Sulmona. “Quanto accaduto nei giorni scorsi a Sulmona ci colpisce profondamente e ci chiama, come cittadini e come forza politica, a una riflessione seria e urgente. Una giovane ragazza è stata, molto presumibilmente, vittima di un atto di violenza gravissimo, ad opera di due coetanei. Esprimiamo piena vicinanza alla ragazza e alla sua famiglia, con rispetto, senza invadere il dolore, ma affermando con fermezza che la violenza non può mai essere normalizzata, minimizzata o taciuta”. A sottolinearlo è la Lega Sulmona.
“Siamo vicini – prosegue – anche alle famiglie dei ragazzi coinvolti, consapevoli che dietro a questi gesti ci sono ferite profonde e una necessità urgente di dialogo, educazione e responsabilità condivisa.
Siamo davanti a un fatto che non riguarda solo la giustizia penale, ma che interroga la nostra società, la nostra cultura, il nostro modo di educare.
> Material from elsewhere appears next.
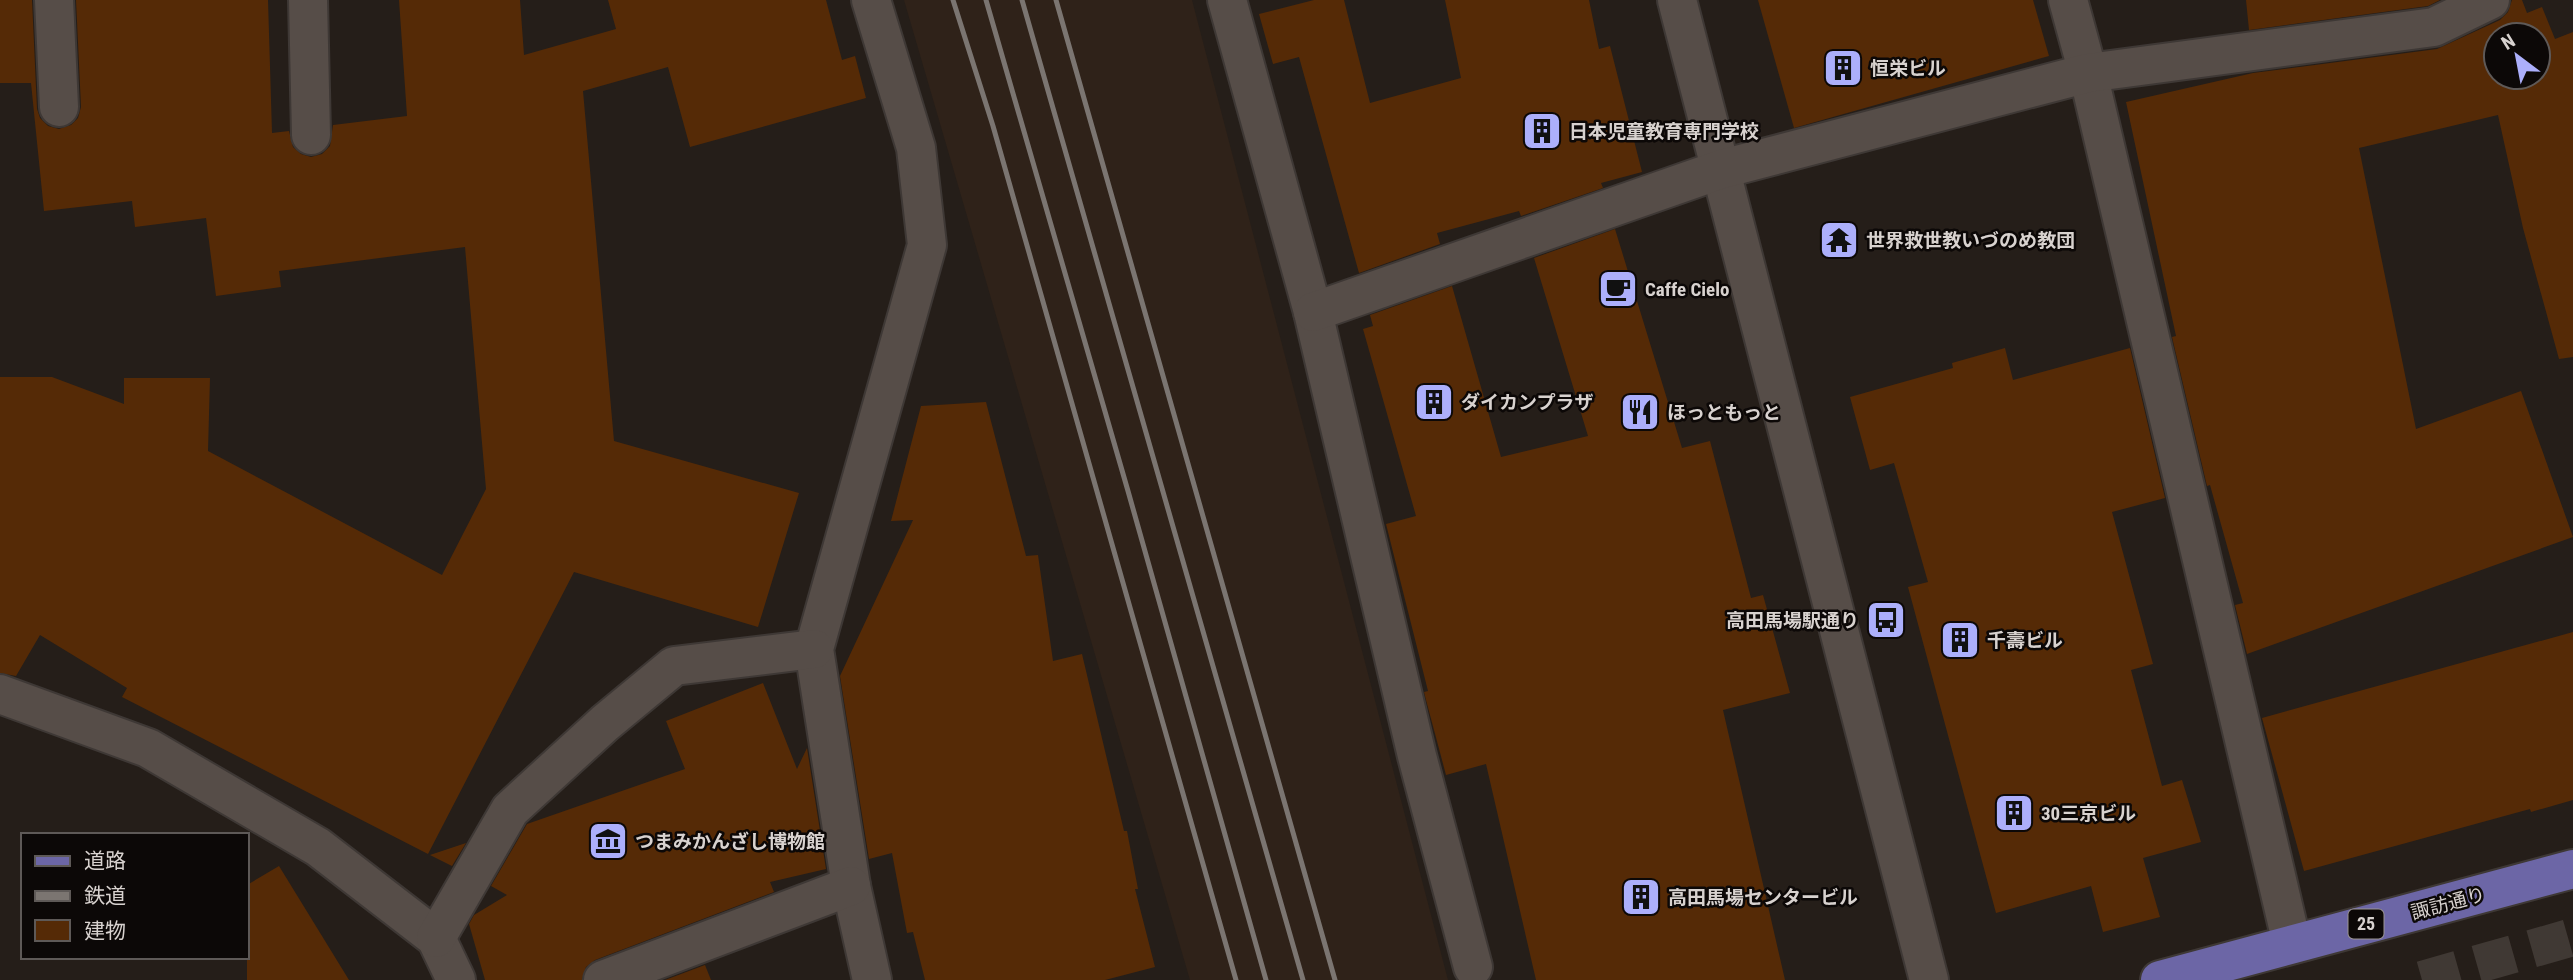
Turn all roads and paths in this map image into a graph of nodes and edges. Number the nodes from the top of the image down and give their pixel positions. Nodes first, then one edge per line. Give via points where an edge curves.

Dietro la violenza c’è spesso un vuoto: assenza di ascolto, mancanza di educazione affettiva, uso distorto dei social, incapacità di accettare un “no”, di riconoscere l’altro come persona. Il fenomeno del revenge porn, la condivisione non consensuale di immagini, l’umiliazione pubblica tramite i social, non sono più episodi isolati, ma parte di un clima che dobbiamo denunciare e cambiare. Non possiamo lasciare sole le vittime. Non possiamo lasciare disorientati i giovani. È necessario agire. Ora.
Servono spazi di dialogo reali e sicuri, in cui bambini, adolescenti e famiglie possano trovare ascolto, educazione e confronto. Serve una presenza più attiva delle istituzioni scolastiche e territoriali, con progetti continui sull’educazione alle relazioni, al rispetto, al corpo e al consenso. Serve insegnare a riconoscere e ad accettare un rifiuto, a gestire le emozioni e i conflitti senza ricorrere alla violenza, alla prevaricazione o alla vendetta digitale. Serve una rete sociale che protegga, formi e accompagni. Questa vicenda non deve chiudersi nel silenzio. Deve essere un punto di partenza per interrogarsi, per cambiare, per pretendere più responsabilità da parte di tutti. Alla ragazza diciamo che non è sola. Alla comunità diciamo che non possiamo restare in silenzio. Ai giovani diciamo che ci siamo, ma serve anche il loro coraggio per costruire una cultura diversa: quella del rispetto, del limite, della dignità”.